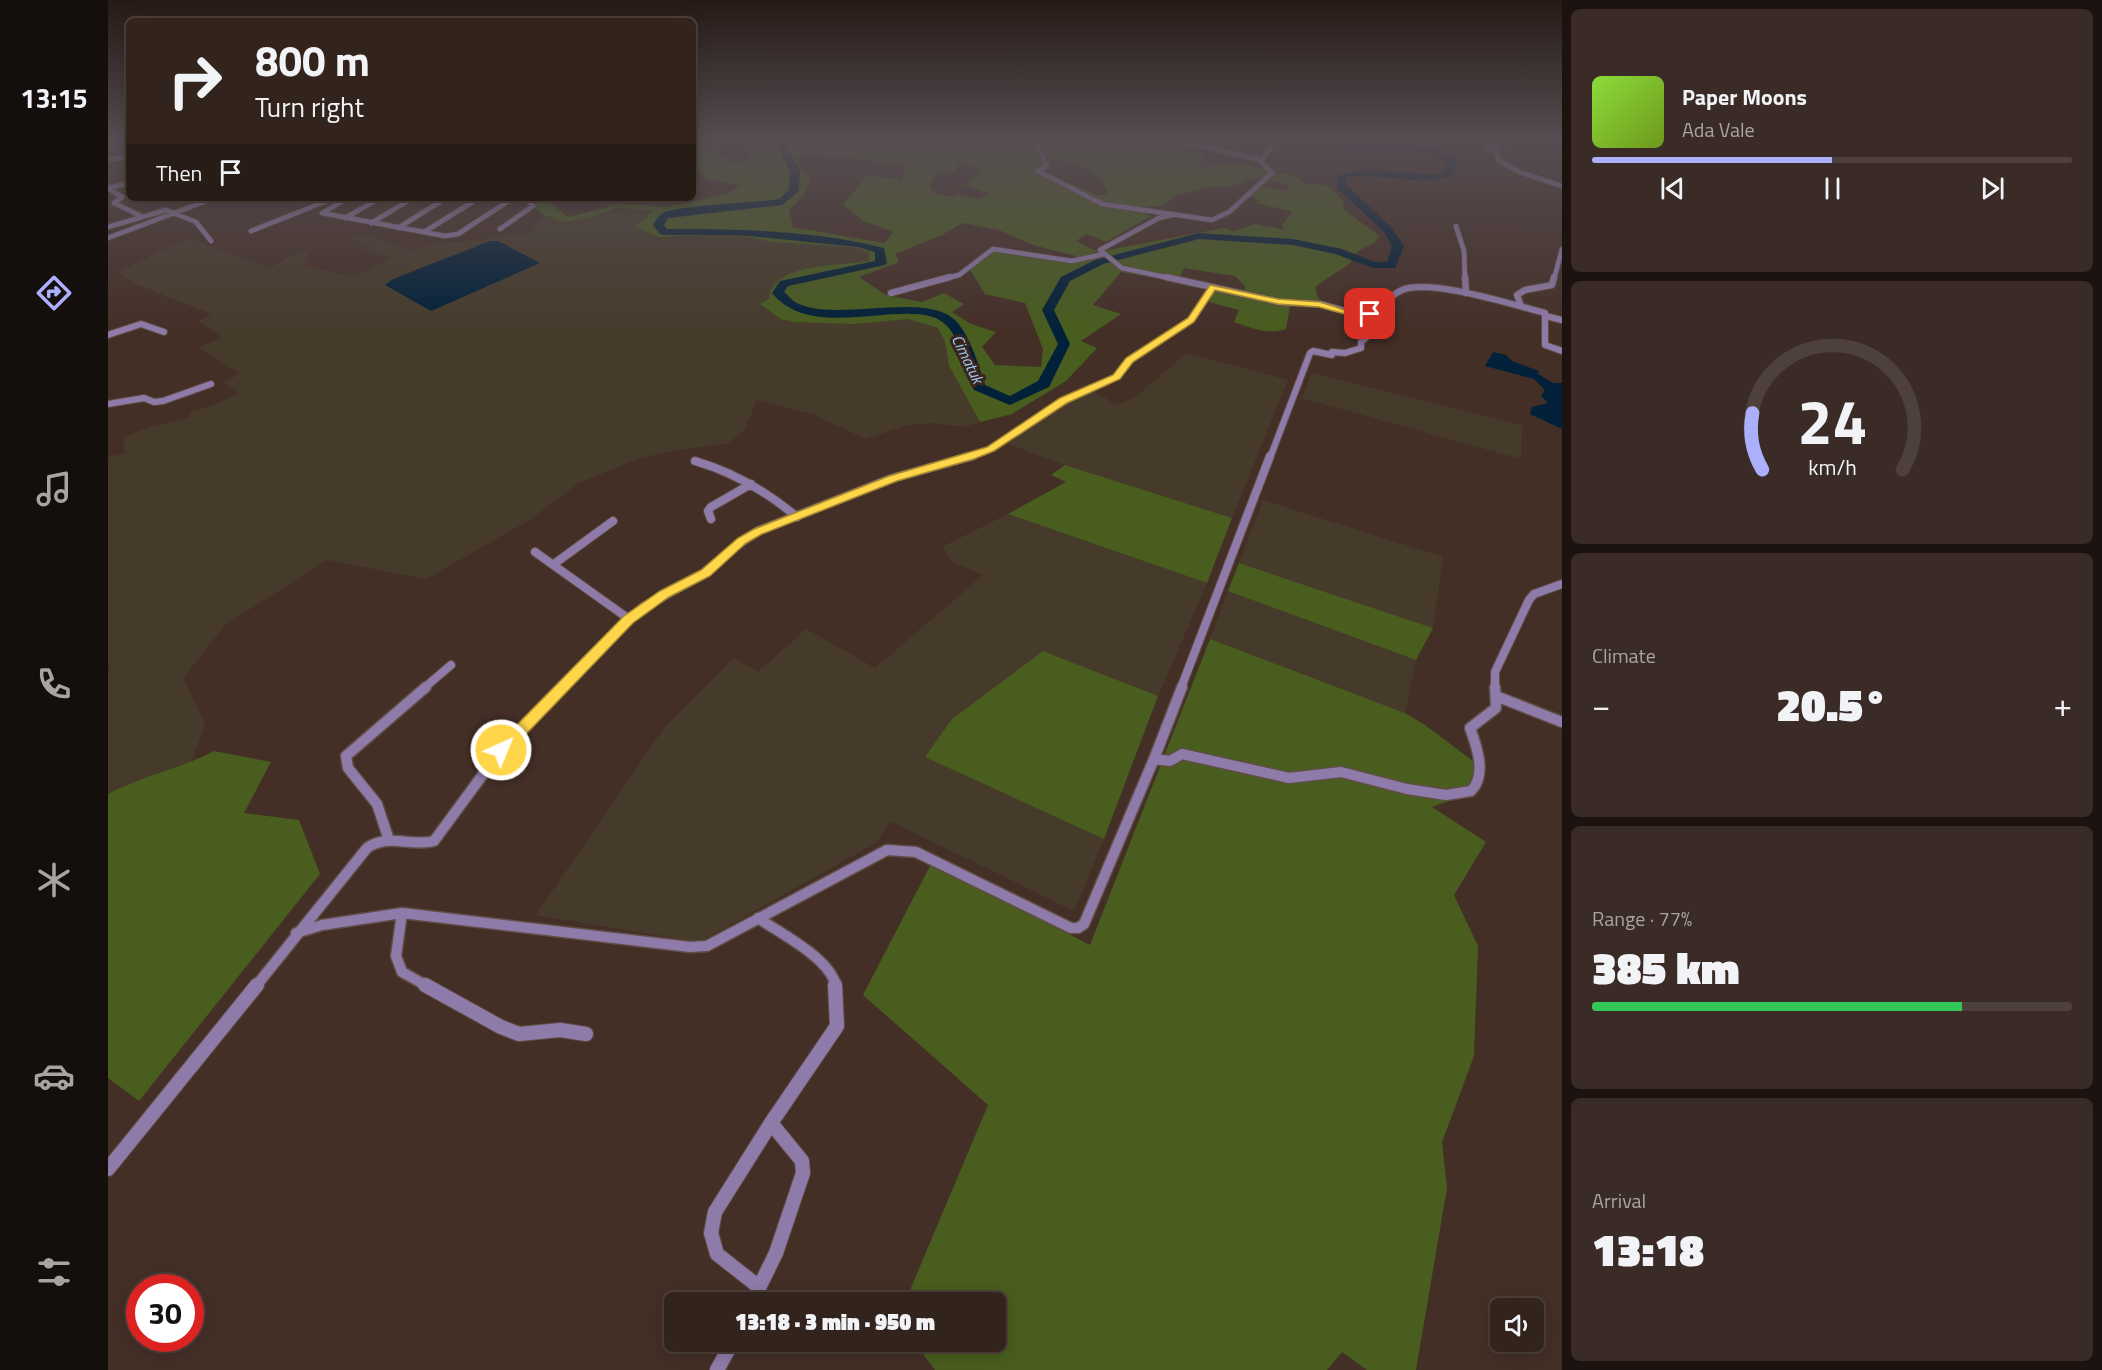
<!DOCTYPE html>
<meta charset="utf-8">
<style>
:root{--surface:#33231d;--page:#3b2b26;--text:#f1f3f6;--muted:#a9a4a4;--line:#4e403b;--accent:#acaffb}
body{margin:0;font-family:"Titillium Web",sans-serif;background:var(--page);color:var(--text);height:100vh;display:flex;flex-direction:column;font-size:22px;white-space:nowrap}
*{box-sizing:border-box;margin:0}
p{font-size:20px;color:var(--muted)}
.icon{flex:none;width:33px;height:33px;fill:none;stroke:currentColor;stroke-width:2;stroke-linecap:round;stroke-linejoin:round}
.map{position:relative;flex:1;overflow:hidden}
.panel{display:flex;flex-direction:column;gap:9px;padding:9px;background:#1c1310;width:540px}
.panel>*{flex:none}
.hud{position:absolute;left:18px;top:18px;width:570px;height:183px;border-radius:9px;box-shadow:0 3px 15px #0003,0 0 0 2px var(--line);background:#33231d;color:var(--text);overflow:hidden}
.tools{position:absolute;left:1382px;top:1298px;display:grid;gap:12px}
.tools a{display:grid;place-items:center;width:54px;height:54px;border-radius:9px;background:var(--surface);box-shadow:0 3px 15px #0003,0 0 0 2px var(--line);font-size:30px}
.speed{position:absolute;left:18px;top:1274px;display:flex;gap:12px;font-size:30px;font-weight:700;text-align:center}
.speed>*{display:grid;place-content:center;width:78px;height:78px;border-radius:50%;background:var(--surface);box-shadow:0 3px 15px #0003,0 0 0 2px var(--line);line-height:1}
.speed .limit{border:9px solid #d22;background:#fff;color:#111}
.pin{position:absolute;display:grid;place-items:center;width:51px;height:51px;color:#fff;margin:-26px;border-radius:12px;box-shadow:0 3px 9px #0006}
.me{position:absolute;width:66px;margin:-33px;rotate:44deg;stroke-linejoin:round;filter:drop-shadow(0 0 4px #0008)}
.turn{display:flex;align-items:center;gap:21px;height:126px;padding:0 30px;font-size:27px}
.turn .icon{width:78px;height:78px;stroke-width:2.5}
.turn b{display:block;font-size:42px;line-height:51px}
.then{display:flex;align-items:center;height:57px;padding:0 30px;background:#0003;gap:12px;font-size:22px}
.big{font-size:45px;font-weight:800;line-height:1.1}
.panel .card{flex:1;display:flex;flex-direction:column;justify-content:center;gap:9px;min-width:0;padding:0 21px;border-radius:9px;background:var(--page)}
.panel .dial{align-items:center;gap:0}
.dial svg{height:156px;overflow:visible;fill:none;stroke:var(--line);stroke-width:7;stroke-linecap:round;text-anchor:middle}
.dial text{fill:var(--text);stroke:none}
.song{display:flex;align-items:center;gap:18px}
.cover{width:72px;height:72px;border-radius:9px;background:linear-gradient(135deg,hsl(90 70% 55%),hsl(80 70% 35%))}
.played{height:6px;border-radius:3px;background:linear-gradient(90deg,var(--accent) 50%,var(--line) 50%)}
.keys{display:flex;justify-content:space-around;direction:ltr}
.heat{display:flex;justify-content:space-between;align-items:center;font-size:33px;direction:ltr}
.charge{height:9px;border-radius:4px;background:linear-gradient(90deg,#34c759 77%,var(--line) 0)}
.trip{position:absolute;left:556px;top:1292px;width:342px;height:60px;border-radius:9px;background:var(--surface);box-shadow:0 3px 15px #0003,0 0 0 2px var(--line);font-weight:800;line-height:60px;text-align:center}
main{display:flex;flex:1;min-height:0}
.tab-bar{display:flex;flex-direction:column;width:108px;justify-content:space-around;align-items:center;background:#140e0c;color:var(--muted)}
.tab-bar .icon{width:42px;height:42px}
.tab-bar .selected{color:var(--accent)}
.tab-bar b{font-size:27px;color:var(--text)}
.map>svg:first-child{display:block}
.industrial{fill:#463b2b}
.green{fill:#485d1e;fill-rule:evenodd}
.water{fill:#012039}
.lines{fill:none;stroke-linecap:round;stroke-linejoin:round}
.river{fill:#012039;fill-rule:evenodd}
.street-far4-casing{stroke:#604d45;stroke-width:6}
.street-far3-casing{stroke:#604d45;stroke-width:8}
.street-far2-casing{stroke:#604d45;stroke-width:10}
.street-far1-casing{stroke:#604d45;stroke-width:13}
.street-casing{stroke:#604d45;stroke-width:16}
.street-far4{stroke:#8f7ba9;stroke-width:4.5}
.street-far3{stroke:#8f7ba9;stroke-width:6}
.street-far2{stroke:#8f7ba9;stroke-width:8}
.street-far1{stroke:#8f7ba9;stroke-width:10}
.street{stroke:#8f7ba9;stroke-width:14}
.route{fill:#ffd54a;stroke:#a68a30;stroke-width:1.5}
.labels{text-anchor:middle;stroke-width:6;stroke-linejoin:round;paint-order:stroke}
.far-water-label{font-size:16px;font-style:italic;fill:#9bcaf4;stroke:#3a251d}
</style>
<main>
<nav class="tab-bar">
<b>13:15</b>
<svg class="icon selected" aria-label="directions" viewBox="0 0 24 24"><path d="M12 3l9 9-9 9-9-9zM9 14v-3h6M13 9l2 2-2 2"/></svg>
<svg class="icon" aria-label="music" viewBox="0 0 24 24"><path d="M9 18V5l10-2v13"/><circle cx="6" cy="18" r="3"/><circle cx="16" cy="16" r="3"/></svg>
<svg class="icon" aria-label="phone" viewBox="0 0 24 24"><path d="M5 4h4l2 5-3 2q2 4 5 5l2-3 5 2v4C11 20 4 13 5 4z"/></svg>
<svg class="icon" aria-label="climate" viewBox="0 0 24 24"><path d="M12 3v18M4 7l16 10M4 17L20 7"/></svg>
<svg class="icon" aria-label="car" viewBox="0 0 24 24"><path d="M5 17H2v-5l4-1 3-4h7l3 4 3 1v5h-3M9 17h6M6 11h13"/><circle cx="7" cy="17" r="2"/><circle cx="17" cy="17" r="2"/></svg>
<svg class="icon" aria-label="filters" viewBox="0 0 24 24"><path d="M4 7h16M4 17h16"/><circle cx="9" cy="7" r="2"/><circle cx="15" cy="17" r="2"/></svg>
</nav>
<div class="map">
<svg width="1454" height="1370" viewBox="0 0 1454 1370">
<rect width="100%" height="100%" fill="#442f27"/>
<path class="industrial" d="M509,208L547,211L568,238L597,234H629L663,242L744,247L761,252V261L737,265L653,304L686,322L800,319L830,328L837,342L841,366L872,422L857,427L825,423L800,425L757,439L707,415L649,400L636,431L620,443L554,453L527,460L471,483L423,519L318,579L219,560L117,625L75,678L97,724L83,763L13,787L0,794V672L3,670L0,665V457L17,453L16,437L39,428L81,417L84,411L104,406L132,393L116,382L132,374L91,348L113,337L90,321L103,314L23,282L10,272L80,238L162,268L193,250L202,253L194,258L202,260L195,266L247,277L285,258L255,251L264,247L244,239L255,235L304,250L329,243L382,240L379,237L391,234H422L434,214L455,222L466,221Z
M1079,353L1180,380L1124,518L945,461L894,441L981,388L1008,405L1026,398Z
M1204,373L1414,425L1413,459L1194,398Z
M1155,500L1335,557L1325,628L1131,563Z
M900,514L1099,583L1050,696L935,651L818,756L996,839L966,911L782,821L768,843L591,942L428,915L556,728L626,658L650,672L698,629L767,668L875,575L846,563L834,547Z
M1120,591L1308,660L1297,713L1102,639Z"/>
<path class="green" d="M647,140H744L738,145L766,149L779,145L813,152L831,143L819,140H1059L1055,145L1065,147V149L1097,154L1090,162L1094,167L1116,164L1131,166L1134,162L1160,172L1186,175L1197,184L1220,185L1236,202L1235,209L1271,236L1266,243L1250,251L1241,264L1208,286V293L1213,302L1182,306L1178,329C1160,335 1143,328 1126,322L1131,310L1101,302L1106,289L1136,295L1137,286L1127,276L1076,268L1069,282L1013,272L985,305L1013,314L973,341L989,348L958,381L904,414L872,422L841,366L837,342L830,328L800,319L745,324L686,322L673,319L652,304L661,299C664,262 733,266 761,261V252L744,247L663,242L629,234L551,237L527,227L546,211L509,208L481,218L455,222L434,214L413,198L437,199L460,217L511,204L562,207L618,194L633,186L596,178L589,166L585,165V143L599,146L625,163L640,160ZM688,155L743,158L796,166L794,180L759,175L735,205L754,220L785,232L777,243L685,227L681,210L696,195L703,178L692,170ZM946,159C972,167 990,166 1000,194L989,195L929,170ZM850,164L867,166L873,170L857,185L881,194L870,199L849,194L844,197L828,194L821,187L827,173H846ZM1151,177L1183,186L1177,191L1149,185L1139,196L1150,199L1149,203L1185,212L1174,225L1176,230L1147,224L1125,231L1115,228L990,252L968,241L978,234L998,242L1043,216L1031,212L1035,207L1053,206L1070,195L1101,187L1127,186L1141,178L1147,180ZM854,223L891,230L925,245L968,256L961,263L891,249L880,251L861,268L877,294L917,303L935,349L933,367L887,365L874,347L888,332L863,324L844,312L856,304L836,293L814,302L778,295L751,277L791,262L787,254L834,235Z
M957,465L1124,518L1099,583L900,514L958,482L943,475Z
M1131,563L1325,628L1308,660L1120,591Z
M1102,639L1297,713L1317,725L1373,767L1354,796L1324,807L1378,842L1346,895L1370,946L1366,1056L1334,1142L1339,1188L1308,1370H1259L1234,1352L1219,1370H827L805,1341H888V1302H797L880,1105L755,995L823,864L982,945Z
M935,651L1050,696L996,839L817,757L844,719Z
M106,751L163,762L136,813L191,820L212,874L31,1101L0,1078V794C34,776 72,769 106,751Z"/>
<path class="water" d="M382,241H390L432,263L323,311L277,285L285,279Z
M1385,352L1398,355L1404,361L1431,371L1430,374L1445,383H1454V429L1422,414L1424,407L1440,403L1433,396L1437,390L1426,379L1377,366Z"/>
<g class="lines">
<path class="river" d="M666,140H675L692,171L691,191L674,205L560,218L556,225L559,229C631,229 706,230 776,248L779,263L777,265L680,286L676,292C681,296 685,302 691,304C730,322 821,290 849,322C863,338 870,364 877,385L902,396L930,381L950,344L934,310L953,277L987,260L1091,233L1185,239L1234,249L1267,262H1279L1284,246L1276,232L1229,188L1230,176L1256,169L1328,175L1337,171L1340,163C1309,144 1268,150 1233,150L1227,146V142L1240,140L1236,144C1270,145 1322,136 1350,162L1344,175C1312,189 1274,171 1239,178L1238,185L1284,228L1296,246L1287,268H1265L1227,254L1185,245L1091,239L995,264L962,281L946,310L962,344L941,387L902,405L866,390C855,371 855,343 839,326C808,292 707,346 664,293L672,281L767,261V252L749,247L632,235H556L552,234L545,225C547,222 550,216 553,214C567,205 648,203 671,199L681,190L682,171Z"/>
<g class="street-far4-casing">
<path id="street-far4" d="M927,140L939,166L930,171L994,204L1104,220L1121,212L1164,173L1153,162L1167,140
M1071,141L1154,160
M1399,142L1379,147L1389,152L1390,160L1412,172L1454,186
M0,159L21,157
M0,188L14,197L6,203L33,216
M0,188L21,183
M240,198L214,213L337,236L350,234L405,198
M1064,215L1051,218L992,250L1014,268L1066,279
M237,218L272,198
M263,223L305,198
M1348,226L1356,251L1357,279
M0,227L58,210L88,222L103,241
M290,228L338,198
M392,229L425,206L419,199L412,198
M143,231L226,198
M316,232L371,198
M0,238L106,198
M836,279L851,275L885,249L964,261L996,254
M1446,279L1454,249"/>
</g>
<g class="street-far3-casing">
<path id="street-far3" d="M1357,277L1358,293
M1104,287L1171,302L1212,304L1255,316C1271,312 1280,296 1294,290C1322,278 1406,305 1437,313V345L1454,351
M783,293L842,277
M1413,306L1409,295L1417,290L1444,285L1446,277
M1438,316L1454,320
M0,335L33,324L56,332
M0,404L36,398L46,402L55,401L103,384
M860,458L882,449L956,401L1008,377L1022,360L1083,320L1104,287L1058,277
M1162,458L1202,353L1205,351L1224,355V352L1237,353L1253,348V342L1266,331L1259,315"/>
</g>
<g class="street-far2-casing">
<path id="street-far2" d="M587,461C625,472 658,491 689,517
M603,519L600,511L603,507L643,484
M427,552L521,619
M446,564L505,521
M316,688L343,665
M453,688L504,635L535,607L598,573L625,548L650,531L785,478L864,456
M1073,688L1162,456
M1387,688V672L1421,600L1426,594L1454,584"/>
</g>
<g class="street-far1-casing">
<path id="street-far1" d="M1388,696L1454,722
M1046,759L1062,761L1074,754L1181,778L1233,772L1299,789L1338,795L1363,791C1379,775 1369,747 1362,728L1388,708L1387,687
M281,840L269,804L240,768L238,756L318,687
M294,913L288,956L294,972L319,986
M650,918C673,934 722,958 728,986
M188,933L214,925L294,913L582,947L599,946L779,850L808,852L963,928H970L976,924L1046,759L1074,687
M148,986L259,848C280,833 303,847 326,841L393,750L454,687"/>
</g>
<g class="street-casing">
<path id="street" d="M317,985L393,1027L411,1034L452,1030L478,1034
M0,1169L149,985
M651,1287L609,1254L603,1233L607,1212L663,1123L729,1026L727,985
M644,1302L668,1253L695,1173L694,1161L663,1123
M609,1370L625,1341"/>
</g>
<use href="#street-far4" class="street-far4"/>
<use href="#street-far3" class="street-far3"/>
<use href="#street-far2" class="street-far2"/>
<use href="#street-far1" class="street-far1"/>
<use href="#street" class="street"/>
</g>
<linearGradient id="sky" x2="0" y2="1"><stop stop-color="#251a15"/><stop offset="0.42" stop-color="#564d52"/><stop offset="1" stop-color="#564d52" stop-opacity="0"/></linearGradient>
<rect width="1454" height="332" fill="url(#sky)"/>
<path class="route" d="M1102,285L1170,299L1212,302L1244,312L1255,314L1262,311L1267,314L1255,319L1211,307L1170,304L1107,290L1086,322L1025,362L1012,379L959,403L886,451L866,459L789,481L654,534L638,543L602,576L561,597L525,623L398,755H388L386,750L388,746L516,616L552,591L593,570L630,538L646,529L781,476L879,447L952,398L1005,375L1018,358L1080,318Z"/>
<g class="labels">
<g class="far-water-label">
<text transform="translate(860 359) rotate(64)" y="6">Cimatuk</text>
</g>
</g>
</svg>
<div class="tools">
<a><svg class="icon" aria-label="sound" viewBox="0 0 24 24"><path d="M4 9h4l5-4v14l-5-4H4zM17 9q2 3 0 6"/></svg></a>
</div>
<div class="speed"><div class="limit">30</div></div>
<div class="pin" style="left:1262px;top:314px;background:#d93025"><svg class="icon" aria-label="arrive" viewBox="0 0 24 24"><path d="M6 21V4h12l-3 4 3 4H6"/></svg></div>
<svg class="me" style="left:393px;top:750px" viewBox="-20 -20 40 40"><circle r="17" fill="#ffd54a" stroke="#fff" stroke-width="3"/><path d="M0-11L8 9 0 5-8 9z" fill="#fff"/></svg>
<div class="trip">13:18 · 3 min · 950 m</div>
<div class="hud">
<div class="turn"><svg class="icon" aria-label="right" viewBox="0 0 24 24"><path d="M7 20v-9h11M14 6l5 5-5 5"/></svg><div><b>800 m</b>Turn right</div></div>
<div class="then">Then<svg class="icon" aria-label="arrive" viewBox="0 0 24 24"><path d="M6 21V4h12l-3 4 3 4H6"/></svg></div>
</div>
</div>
<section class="panel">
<div class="card">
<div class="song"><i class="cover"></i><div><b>Paper Moons</b><p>Ada Vale</p></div></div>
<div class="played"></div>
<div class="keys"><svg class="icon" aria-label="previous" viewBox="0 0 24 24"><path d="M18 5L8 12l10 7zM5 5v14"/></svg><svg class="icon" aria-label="pause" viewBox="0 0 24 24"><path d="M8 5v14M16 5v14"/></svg><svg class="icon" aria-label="next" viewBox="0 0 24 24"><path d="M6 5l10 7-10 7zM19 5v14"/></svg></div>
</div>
<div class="card dial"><svg viewBox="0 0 100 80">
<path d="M14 69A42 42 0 1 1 86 69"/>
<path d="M14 69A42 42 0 0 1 9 40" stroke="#acaffb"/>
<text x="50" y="56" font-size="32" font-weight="700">24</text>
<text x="50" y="72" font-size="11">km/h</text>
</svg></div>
<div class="card"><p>Climate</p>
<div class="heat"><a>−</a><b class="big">20.5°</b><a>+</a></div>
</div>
<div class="card"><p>Range · 77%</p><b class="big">385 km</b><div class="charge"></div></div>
<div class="card"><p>Arrival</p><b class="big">13:18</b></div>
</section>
</main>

> **WORK TASK**: Each line with "selected" in it must be identified and copied from the material.

> **YOUR SOLUTION**:
.tab-bar .selected{color:var(--accent)}
<svg class="icon selected" aria-label="directions" viewBox="0 0 24 24"><path d="M12 3l9 9-9 9-9-9zM9 14v-3h6M13 9l2 2-2 2"/></svg>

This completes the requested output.